With the BNF tender coming (see Annex), the British Library at the horizon and several important new prospects, Unix proved to be an advantage over competition! Moreover Aleph was always up to date with the latest software progress: Client Server architecture, Mosaic (on DEC) client interface, integration of latest Library standards in Aleph3, thanks to its developers’’ team and notwithstanding the COBOL layer.

AY and Ex Libris were nicely growing together, it became clear that on the long run the two companies will have to merge. Moreover HU was not build to be co-owner and co-responsible of a company that was becoming important.

In 1993 Morag made a ridiculous offer (I still have his fax) to buy AY for 1M dollars. I easily convinced the HU directorial board that this was no deal. We had a large cash reserve. If HU needed 1M we could pay a one-time dividend of about that size!

Towards a merger

With rumors of a strong link between AY and Ex Libris, the other Israeli Universities Librarians were becoming a little jealous and had asked VATAT for a share in running AY. They did not propose money, just contended that since part of the development came form VATAT, they were de facto shareholders! In fact from 1988 to 1994 VATAT contributed exactly to 2.5% of the development budget.

They simply forgot that the resulting low price of Aleph in Israel and the service due to proximity had a real value!

Shmuel Sever, director of the Haifa University Library had tried to develop his own system in the 80’s but VATAT had imposed Aleph as the unique networked system. He never really accepted this decision! In October 94 he wrote a vicious libel to Aleph users worldwide!I went to Haifa to meet Gil Weiser , chairman of the Haifa U board of directors, whom I knew well as CEO of DEC Israel, and we agreed that this libel was a mistake that should be ignored.

By 1994 we started to negotiate the merger of AY and Ex Libris. There were some legal issues to solve: HU was directly involved in some earlier contracts (Haifa, Bar Ilan and Weizmann); HU was the IP owner of the software; who would run the new company? It took some time to solve all issues and the merger became effective by September 1996. 5% of AY shares were attributed to the heads of the development team (mainly Yohanan). It was agreed that Morag would be the Chairman of the Board, Yohanan CTO, Navin stepped down to be administrative director and Udi Arad from Ex Libris was named CEO. Going abroad for two years to open a new CS department, I left the board, having spent all this time as an unpaid volunteer for the sake of HU and knowing that I had quite a positive influence. (I would come back as board member, for two more years, just before and in view of the coming sale). The company moved out of the campus to where its Jerusalem offices are now.
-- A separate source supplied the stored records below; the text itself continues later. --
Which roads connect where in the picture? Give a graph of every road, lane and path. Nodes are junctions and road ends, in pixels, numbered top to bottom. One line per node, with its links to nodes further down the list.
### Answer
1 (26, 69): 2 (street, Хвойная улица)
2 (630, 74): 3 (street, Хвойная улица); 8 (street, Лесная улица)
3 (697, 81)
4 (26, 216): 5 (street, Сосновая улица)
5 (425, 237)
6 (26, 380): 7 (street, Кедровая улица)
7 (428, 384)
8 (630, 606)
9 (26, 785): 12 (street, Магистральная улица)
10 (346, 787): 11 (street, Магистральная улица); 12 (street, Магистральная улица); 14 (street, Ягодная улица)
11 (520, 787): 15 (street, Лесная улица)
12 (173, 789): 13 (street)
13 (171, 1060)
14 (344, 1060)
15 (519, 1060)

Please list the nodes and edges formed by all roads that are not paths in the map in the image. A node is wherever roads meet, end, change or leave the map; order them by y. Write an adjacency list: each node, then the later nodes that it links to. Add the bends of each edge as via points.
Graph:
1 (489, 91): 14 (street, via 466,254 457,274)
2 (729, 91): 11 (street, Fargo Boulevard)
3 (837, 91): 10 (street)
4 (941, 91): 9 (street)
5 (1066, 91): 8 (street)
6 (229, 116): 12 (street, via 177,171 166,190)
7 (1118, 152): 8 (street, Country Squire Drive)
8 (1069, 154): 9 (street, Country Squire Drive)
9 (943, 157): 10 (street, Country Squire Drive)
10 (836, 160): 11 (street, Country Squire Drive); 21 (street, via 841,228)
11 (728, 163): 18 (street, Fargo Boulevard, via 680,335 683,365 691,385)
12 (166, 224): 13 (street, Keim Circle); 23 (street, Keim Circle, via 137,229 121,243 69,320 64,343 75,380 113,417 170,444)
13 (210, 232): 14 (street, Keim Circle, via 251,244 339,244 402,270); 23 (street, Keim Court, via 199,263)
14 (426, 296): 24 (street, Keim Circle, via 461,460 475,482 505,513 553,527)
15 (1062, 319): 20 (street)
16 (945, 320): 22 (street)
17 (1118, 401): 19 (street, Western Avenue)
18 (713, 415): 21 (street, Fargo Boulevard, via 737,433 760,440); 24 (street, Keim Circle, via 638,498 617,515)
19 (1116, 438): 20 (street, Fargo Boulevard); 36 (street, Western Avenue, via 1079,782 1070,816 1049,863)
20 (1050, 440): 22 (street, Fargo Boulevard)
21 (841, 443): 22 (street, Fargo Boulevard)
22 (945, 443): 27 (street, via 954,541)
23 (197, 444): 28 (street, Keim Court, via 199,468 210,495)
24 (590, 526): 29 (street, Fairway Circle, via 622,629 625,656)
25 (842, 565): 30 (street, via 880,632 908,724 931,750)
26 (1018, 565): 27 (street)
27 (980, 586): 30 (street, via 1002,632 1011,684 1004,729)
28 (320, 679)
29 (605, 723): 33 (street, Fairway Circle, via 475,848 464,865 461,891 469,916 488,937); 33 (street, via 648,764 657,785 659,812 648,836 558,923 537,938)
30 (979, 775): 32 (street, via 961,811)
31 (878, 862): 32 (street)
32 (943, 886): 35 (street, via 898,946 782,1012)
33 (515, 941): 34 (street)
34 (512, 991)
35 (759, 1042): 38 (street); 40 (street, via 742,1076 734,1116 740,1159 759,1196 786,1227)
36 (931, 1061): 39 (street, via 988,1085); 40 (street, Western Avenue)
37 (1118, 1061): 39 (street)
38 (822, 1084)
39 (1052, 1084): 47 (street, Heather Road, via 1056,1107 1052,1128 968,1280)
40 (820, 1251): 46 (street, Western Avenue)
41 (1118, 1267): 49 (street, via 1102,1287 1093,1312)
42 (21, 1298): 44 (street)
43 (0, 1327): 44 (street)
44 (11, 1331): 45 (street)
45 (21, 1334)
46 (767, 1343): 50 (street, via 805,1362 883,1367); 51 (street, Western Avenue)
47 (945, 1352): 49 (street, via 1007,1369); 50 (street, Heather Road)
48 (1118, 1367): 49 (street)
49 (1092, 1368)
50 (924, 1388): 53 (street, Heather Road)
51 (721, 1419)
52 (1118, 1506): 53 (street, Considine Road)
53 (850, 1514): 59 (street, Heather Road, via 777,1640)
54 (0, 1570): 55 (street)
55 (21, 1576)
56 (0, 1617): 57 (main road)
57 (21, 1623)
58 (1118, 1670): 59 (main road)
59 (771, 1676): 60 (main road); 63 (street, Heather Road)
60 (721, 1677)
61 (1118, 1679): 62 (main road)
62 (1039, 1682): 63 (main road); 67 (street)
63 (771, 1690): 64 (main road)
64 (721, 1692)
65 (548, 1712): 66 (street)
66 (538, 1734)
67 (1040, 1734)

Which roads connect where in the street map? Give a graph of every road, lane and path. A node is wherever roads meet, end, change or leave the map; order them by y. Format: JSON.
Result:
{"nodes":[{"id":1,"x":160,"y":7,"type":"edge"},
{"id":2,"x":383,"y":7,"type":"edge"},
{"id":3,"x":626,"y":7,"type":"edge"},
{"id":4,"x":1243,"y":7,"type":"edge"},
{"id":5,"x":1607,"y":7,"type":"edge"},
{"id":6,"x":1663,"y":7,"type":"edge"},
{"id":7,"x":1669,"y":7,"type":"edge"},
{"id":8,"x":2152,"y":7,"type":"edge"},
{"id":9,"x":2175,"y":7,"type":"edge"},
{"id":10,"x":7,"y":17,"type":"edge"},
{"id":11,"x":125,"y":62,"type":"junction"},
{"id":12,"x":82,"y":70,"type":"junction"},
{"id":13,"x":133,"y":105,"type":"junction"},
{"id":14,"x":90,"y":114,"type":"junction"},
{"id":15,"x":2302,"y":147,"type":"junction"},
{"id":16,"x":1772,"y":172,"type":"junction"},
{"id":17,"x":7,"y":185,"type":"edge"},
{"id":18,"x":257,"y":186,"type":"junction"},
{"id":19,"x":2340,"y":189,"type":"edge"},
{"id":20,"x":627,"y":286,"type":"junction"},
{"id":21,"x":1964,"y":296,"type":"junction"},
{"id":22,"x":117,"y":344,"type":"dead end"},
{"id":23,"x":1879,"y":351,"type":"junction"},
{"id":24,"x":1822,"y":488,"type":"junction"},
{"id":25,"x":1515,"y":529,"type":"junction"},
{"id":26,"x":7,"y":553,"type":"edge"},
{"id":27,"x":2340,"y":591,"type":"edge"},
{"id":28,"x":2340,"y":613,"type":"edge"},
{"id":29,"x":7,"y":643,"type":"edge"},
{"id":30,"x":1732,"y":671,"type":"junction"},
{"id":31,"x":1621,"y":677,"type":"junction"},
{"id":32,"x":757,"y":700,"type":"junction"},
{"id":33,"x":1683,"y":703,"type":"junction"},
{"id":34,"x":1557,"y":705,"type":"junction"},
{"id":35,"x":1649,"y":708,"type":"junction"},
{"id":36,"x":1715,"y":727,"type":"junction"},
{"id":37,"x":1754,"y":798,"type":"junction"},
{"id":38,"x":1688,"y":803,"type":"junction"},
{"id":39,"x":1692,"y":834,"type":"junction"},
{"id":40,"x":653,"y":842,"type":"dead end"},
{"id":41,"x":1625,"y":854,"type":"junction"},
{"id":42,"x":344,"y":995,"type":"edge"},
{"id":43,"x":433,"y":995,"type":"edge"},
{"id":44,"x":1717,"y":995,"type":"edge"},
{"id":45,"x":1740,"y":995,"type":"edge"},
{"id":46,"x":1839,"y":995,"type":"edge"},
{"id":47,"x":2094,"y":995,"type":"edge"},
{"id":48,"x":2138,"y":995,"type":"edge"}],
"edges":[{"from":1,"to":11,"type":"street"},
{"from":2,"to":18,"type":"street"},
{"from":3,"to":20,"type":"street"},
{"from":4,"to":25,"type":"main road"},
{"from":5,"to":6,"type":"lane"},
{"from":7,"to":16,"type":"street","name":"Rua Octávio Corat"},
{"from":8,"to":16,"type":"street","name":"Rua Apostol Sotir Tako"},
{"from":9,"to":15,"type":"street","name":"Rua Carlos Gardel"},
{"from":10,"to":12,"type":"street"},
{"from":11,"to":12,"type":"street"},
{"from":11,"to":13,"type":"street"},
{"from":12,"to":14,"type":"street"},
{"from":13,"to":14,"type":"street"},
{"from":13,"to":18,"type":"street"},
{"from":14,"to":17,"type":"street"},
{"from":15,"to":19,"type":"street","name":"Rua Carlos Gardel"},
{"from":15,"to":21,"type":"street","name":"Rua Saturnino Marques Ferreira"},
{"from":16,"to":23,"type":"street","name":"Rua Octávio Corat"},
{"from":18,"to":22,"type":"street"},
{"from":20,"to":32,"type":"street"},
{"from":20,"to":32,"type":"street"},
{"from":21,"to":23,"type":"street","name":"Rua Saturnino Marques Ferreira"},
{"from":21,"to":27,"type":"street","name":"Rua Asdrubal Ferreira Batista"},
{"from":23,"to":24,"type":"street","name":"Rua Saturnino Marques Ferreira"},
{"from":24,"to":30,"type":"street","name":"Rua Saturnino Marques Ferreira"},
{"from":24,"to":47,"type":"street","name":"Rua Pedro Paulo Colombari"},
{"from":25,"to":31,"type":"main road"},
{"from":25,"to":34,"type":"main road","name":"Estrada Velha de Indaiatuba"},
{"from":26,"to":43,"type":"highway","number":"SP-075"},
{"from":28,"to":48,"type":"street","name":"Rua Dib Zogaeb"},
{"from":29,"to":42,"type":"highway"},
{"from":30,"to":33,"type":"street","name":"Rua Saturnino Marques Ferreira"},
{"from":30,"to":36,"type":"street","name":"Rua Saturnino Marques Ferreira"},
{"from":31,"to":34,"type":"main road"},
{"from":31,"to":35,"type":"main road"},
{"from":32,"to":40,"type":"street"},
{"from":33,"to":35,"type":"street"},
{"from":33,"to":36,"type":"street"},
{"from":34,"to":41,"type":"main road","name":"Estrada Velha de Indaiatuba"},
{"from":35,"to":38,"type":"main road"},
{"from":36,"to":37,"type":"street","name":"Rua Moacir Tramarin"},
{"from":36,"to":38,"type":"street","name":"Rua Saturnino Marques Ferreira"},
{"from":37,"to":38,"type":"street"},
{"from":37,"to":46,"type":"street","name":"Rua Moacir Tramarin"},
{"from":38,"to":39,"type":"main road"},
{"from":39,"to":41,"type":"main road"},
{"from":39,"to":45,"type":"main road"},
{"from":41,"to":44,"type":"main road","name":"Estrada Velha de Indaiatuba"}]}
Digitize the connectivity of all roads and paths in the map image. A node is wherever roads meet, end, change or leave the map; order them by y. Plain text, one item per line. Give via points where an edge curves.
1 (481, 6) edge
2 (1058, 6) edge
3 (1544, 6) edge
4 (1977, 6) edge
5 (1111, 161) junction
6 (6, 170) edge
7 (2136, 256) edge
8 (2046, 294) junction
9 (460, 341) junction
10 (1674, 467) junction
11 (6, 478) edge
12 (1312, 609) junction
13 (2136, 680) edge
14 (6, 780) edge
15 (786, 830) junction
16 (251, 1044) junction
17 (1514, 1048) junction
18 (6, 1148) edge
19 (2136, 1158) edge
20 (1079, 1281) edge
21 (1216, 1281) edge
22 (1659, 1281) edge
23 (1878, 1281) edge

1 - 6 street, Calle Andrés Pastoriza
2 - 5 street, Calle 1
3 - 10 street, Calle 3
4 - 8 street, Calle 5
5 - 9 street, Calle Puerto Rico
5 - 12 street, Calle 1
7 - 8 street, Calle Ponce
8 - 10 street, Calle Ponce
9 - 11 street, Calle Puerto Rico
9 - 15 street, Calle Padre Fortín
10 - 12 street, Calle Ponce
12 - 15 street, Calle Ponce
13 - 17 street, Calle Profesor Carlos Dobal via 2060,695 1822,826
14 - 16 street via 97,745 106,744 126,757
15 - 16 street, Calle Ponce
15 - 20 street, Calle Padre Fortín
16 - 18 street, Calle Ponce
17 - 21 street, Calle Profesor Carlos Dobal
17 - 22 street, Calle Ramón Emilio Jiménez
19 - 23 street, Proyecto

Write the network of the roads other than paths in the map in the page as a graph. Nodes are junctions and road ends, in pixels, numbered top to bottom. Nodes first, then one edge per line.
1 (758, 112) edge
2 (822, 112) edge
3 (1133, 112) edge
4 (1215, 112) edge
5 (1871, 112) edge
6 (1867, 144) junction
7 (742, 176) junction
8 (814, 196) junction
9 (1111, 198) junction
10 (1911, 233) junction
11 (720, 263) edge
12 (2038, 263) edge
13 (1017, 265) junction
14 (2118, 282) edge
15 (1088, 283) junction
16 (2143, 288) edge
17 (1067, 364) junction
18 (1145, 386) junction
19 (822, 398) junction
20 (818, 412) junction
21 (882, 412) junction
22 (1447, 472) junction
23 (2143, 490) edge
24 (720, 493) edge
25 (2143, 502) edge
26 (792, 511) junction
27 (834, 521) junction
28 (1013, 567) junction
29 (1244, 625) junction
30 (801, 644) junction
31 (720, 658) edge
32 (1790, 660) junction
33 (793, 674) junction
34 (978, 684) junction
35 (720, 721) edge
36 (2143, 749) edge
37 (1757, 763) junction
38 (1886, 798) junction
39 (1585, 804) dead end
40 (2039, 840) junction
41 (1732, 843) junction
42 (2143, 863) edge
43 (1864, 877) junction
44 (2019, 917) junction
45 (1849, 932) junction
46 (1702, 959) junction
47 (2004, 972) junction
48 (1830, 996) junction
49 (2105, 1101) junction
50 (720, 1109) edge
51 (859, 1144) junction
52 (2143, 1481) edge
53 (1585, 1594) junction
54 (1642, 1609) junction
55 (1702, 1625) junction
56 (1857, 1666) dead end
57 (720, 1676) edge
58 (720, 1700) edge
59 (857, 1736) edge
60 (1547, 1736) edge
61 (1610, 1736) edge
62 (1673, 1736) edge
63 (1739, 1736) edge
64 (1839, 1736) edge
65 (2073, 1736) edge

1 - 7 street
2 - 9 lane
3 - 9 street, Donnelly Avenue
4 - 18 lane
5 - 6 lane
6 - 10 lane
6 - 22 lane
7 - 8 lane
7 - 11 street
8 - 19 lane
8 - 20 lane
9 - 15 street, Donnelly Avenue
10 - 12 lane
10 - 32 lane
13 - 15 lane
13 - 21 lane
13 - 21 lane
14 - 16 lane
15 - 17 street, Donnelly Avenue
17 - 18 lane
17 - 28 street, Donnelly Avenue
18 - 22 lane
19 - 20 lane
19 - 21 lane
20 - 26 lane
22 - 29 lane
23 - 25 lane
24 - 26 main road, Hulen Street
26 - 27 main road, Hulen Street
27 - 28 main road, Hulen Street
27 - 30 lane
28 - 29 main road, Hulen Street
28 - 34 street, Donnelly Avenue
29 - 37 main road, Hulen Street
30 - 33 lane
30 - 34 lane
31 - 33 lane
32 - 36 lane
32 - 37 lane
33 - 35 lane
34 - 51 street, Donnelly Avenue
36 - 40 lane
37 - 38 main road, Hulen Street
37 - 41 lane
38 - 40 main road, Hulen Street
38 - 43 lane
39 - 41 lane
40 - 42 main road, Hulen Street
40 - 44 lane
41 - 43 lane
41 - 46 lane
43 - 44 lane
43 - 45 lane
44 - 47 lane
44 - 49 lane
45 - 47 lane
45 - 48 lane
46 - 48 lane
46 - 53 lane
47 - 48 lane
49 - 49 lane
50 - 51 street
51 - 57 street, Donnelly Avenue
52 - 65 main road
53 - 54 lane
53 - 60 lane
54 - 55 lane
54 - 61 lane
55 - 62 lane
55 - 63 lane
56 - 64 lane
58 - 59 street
There are other less important (?) anecdotes, like how we missed the occasion to put Hebrew in Mosaic and be pioneers on the World Wide Web, why the CERN library bought Aleph against IBM, how we had trouble setting up a university network under Bezeq monopoly etc..

I can take pride in the fact that when finally Ex Libris was sold as Morag retired, the Hebrew University got, I think, more than 30M $, if we include dividends.

How it went to be valued 500M $ would be the work of the then new CEO Matti Shem-Tov, today CEO of the Pro-Quest group ( Ex Libris being one of the subsidiaries, with a large development group in Jerusalem), and the HU did not have any part in that nor any reason to regret the sale.


1) This is how the Hebrew University lost 500 Millions $

2) Why I chose this bizarre spelling is another story.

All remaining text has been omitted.